Dandelion Dilluvio, 21 years old, loathes to admit being from Queens, NY, and it is a shock to those who do not yet know. She describes herself as a “misplaced country girl,” who goes around, “identifying every tree” and catching, “snakes, frogs, and insects for fun.”
Unsurprisingly, Dandelion is an Environmental Studies major with a minor in Sociology. She says, “I chose this degree because I adore nature in every sense. I love it’s beauty and the peace I feel when I walk through the forest. I love how everything is connected and balanced and has a purpose. I feel complete in the forest and I am part of it.”
Horses and wolves hold a special place in Dandelion’s heart. She has been riding horses since the age of two and has been a wrangler, or “cowgirl” at Deep Hollow Ranch since she was ten. She says, “I don’t ‘own’ a horse, but I do ‘have’ one and his name is Stumpy [she did not name him]. He is just a terror for everyone else to ride, except for me for some reason. We became best friends and so everyone else says he’s mine because they certainly can’t deal with his antics.” She also volunteers at the Wolf Conservation Center
This naturalist loves to teach and plans to spread her knowledge as an outdoor educator and professional naturalist in the Poconos. At Pace, Dandelion can often be found helping out Prof. James Eyring, the Assistant Director of the Environmental Center. She holds a passion for the arts as well, including nature photography, which she also does during her time at the Environmental Center.

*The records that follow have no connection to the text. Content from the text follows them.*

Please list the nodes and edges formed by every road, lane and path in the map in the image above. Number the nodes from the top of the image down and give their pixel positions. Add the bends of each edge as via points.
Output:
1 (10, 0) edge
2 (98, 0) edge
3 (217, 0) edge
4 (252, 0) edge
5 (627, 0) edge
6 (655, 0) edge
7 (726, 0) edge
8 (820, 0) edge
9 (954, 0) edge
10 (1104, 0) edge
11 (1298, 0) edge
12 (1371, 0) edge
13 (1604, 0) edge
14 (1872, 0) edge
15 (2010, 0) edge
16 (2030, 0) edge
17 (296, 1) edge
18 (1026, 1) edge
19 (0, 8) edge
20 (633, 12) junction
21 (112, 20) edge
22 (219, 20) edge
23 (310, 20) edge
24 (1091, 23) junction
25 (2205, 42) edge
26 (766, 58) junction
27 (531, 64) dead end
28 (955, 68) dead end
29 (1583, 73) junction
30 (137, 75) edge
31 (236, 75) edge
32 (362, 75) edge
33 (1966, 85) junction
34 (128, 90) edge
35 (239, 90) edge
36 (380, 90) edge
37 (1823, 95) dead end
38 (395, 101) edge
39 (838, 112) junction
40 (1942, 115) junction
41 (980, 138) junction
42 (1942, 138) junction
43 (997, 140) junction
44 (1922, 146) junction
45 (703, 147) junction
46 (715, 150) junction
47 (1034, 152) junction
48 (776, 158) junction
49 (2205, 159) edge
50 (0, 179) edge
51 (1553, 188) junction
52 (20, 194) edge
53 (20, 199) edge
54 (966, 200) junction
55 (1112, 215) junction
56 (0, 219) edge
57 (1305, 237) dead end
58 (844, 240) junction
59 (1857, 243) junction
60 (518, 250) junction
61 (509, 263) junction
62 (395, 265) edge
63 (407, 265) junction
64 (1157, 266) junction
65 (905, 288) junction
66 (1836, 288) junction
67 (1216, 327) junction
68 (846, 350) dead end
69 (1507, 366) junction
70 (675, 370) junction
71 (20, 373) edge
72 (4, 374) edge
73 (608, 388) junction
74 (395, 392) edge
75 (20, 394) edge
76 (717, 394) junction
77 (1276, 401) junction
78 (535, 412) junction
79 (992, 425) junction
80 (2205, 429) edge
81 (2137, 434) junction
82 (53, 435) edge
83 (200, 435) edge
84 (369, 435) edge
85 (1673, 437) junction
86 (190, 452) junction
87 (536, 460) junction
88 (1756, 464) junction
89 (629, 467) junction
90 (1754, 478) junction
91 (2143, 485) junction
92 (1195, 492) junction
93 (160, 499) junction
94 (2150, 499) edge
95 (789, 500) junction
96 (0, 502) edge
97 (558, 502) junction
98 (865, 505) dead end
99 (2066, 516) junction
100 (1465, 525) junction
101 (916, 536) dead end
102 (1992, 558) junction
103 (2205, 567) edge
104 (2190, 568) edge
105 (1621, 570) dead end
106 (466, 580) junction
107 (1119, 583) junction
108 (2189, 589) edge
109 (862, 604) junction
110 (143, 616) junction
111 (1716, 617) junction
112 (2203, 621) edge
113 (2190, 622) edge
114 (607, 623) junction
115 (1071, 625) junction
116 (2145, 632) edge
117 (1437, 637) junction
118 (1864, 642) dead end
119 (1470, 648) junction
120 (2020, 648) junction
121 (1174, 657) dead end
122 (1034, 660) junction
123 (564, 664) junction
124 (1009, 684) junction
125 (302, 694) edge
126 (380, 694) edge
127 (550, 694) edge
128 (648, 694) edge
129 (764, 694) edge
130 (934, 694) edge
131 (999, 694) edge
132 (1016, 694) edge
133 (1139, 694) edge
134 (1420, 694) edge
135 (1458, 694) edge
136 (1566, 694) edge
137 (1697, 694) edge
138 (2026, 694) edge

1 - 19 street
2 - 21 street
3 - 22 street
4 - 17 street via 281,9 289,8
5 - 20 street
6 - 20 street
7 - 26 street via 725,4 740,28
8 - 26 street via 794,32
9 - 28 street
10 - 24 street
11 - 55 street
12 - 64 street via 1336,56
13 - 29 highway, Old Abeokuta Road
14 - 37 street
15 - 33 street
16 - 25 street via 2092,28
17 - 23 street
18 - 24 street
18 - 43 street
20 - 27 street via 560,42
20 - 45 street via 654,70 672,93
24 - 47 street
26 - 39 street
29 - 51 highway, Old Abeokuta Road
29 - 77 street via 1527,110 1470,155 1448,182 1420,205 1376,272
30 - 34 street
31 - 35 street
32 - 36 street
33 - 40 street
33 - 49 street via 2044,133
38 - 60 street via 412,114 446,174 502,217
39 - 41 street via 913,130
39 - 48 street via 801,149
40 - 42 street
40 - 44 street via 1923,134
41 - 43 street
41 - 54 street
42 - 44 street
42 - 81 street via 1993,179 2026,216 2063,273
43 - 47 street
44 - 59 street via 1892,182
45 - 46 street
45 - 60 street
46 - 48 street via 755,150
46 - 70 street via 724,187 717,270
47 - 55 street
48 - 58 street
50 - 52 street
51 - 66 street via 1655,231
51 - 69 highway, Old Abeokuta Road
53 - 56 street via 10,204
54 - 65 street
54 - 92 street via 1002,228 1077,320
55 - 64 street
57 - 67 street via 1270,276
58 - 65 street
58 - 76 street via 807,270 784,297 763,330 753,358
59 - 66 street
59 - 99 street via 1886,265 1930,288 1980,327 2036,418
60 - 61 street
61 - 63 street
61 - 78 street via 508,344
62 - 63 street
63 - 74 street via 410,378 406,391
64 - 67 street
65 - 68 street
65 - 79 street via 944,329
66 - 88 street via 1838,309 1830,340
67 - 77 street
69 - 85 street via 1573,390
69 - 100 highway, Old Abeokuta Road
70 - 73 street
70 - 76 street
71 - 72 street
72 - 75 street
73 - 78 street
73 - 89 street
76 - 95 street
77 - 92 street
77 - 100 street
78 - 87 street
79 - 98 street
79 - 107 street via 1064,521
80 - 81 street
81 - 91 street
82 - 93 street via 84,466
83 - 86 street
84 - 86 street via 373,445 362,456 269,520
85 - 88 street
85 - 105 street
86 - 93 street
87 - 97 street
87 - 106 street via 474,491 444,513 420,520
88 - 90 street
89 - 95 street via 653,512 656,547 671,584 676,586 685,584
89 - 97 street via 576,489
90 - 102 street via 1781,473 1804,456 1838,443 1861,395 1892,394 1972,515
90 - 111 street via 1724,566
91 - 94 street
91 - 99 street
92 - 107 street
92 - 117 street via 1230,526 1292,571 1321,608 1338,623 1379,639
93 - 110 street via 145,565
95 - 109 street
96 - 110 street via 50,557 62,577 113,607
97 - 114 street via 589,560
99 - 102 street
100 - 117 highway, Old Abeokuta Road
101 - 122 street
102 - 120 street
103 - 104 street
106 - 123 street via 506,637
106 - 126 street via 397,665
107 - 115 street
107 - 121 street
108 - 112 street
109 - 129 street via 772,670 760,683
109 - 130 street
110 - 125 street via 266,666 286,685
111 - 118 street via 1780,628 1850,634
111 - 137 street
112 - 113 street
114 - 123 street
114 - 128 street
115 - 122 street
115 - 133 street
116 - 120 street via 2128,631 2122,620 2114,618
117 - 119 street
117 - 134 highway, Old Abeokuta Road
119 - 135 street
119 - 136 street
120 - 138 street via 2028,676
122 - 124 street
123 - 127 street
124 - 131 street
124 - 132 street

Dandelion participates in various other forms of the arts, including painting, drawing, and writing. Much of her work has been published in VOX Magazine. In fact, she has been published in every issue since her first year. She has also been published in newsletters, such as Teen Ink and Poetry.com. A writer of a few unpublished novels, she hopes to one day, “break into freelance photography and writing.”
She also enjoys colonial reenacting, skiing, ocean kayaking, and other water sports. Her pets include a pug named Won-a-nee, which means “little girl with large eyes” and a frog named Sassafras.